ABOUT THIS TASK — Search the material for the string "East" and copy each line where it occurs.

== Segment start ==

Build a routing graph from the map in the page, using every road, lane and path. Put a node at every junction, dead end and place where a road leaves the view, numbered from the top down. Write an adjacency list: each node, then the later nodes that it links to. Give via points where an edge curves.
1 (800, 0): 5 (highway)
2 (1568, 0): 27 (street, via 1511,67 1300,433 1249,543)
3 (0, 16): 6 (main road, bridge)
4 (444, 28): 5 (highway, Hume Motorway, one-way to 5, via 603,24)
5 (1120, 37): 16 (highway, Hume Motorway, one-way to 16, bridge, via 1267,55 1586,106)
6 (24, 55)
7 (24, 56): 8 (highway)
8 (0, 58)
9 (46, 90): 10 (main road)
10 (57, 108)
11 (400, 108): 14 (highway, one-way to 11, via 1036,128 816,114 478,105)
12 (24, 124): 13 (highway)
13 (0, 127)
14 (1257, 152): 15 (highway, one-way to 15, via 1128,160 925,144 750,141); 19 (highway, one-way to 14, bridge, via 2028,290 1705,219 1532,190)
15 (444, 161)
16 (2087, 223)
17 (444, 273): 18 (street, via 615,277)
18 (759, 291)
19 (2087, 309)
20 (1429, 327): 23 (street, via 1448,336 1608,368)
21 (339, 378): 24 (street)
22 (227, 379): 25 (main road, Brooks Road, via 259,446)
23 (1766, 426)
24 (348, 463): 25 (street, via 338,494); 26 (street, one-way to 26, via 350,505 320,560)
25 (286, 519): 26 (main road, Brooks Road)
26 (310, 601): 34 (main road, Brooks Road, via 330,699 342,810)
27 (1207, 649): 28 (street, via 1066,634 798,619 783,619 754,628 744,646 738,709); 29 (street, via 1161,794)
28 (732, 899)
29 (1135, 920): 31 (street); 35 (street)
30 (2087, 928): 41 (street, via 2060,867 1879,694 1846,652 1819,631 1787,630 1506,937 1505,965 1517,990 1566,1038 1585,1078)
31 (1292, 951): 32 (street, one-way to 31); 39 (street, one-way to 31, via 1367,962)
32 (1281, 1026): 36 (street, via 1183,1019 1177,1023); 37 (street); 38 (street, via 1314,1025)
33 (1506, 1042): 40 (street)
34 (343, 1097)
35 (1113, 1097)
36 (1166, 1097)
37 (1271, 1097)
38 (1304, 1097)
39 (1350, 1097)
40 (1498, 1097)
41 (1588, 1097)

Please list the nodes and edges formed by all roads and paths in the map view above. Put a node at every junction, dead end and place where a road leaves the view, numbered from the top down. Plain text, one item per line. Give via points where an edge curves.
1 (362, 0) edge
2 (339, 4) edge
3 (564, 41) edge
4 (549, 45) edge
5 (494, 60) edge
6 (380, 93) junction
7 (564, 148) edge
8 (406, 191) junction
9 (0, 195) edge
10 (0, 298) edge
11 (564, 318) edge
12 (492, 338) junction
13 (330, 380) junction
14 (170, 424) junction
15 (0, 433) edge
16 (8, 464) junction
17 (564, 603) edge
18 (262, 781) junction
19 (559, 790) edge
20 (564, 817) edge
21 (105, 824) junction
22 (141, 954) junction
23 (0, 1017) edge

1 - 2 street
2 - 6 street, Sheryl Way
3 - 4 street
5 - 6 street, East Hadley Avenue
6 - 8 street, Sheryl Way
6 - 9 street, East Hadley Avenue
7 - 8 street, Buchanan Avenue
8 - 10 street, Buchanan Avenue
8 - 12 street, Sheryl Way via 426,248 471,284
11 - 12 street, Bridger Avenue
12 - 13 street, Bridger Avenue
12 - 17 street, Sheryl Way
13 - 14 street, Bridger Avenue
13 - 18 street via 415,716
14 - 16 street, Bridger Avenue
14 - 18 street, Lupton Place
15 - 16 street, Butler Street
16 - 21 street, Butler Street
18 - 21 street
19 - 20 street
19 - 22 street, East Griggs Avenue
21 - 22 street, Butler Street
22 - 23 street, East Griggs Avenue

== Segment end ==

WRITTEN RESPONSE —
5 - 6 street, East Hadley Avenue
6 - 9 street, East Hadley Avenue
19 - 22 street, East Griggs Avenue
22 - 23 street, East Griggs Avenue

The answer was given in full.